Given records:
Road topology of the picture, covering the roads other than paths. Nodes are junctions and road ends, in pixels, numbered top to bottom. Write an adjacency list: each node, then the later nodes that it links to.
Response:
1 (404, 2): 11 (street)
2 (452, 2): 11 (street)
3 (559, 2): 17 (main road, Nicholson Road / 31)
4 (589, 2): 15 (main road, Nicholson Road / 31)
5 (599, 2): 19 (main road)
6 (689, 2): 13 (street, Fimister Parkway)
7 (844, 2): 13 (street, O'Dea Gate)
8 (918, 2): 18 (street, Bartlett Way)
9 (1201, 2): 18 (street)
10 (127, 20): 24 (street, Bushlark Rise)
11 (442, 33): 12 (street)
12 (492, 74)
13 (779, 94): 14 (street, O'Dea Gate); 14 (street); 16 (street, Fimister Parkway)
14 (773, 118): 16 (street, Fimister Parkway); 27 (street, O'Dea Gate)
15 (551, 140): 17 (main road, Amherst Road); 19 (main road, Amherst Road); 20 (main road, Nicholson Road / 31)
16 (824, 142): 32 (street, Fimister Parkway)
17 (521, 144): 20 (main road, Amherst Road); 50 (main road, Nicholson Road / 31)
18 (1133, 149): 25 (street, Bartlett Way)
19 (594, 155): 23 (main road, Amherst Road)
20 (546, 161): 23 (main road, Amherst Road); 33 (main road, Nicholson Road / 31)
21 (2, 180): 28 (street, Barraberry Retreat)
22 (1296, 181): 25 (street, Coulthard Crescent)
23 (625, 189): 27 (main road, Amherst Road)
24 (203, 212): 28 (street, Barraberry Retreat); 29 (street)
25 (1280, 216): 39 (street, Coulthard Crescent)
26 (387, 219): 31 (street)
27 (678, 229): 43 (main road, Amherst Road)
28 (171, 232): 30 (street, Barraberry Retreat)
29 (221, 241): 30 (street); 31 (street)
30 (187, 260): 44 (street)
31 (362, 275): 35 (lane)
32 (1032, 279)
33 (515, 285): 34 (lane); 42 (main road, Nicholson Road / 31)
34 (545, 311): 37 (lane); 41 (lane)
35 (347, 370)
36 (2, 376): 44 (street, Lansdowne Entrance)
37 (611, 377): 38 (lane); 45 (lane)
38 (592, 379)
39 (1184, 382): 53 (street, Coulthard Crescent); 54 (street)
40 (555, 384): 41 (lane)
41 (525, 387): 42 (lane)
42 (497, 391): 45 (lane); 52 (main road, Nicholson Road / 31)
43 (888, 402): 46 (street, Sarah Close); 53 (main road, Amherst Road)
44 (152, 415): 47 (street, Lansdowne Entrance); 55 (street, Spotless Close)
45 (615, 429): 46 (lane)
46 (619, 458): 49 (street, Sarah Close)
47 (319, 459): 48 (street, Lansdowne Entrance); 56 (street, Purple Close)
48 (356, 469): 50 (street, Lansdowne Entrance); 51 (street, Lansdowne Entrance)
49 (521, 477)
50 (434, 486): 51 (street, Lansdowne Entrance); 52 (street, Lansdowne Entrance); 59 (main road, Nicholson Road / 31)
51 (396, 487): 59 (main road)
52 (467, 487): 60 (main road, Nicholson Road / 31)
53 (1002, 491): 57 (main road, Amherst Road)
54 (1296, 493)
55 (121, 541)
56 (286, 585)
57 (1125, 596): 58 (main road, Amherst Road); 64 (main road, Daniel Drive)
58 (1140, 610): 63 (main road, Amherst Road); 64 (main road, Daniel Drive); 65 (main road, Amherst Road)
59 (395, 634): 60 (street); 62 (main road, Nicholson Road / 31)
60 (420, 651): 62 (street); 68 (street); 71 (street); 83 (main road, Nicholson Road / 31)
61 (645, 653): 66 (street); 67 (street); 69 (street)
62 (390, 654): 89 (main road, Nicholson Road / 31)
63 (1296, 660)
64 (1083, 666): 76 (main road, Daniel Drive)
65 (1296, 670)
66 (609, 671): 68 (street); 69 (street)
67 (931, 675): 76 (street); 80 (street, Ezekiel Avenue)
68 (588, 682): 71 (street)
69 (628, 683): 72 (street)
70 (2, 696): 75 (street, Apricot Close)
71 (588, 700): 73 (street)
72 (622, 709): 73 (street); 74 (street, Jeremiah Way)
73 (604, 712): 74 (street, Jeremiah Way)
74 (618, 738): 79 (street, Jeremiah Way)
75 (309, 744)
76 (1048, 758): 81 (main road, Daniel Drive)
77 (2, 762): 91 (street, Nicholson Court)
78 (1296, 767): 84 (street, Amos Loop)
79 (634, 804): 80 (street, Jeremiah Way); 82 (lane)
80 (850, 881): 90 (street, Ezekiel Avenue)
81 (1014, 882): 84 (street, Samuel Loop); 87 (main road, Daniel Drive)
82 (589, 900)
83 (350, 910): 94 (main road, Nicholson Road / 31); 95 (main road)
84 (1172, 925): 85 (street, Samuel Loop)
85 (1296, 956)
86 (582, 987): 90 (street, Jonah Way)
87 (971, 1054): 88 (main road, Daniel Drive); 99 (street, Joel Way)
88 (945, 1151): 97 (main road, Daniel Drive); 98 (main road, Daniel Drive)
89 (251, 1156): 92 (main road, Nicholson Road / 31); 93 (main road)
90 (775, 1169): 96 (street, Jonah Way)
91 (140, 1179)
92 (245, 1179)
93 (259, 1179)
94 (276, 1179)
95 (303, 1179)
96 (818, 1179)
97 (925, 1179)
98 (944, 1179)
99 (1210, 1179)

Problem:
Pull every line containing the word "Gate" out of the material.

Solution to the exercise:
7 (844, 2): 13 (street, O'Dea Gate)
13 (779, 94): 14 (street, O'Dea Gate); 14 (street); 16 (street, Fimister Parkway)
14 (773, 118): 16 (street, Fimister Parkway); 27 (street, O'Dea Gate)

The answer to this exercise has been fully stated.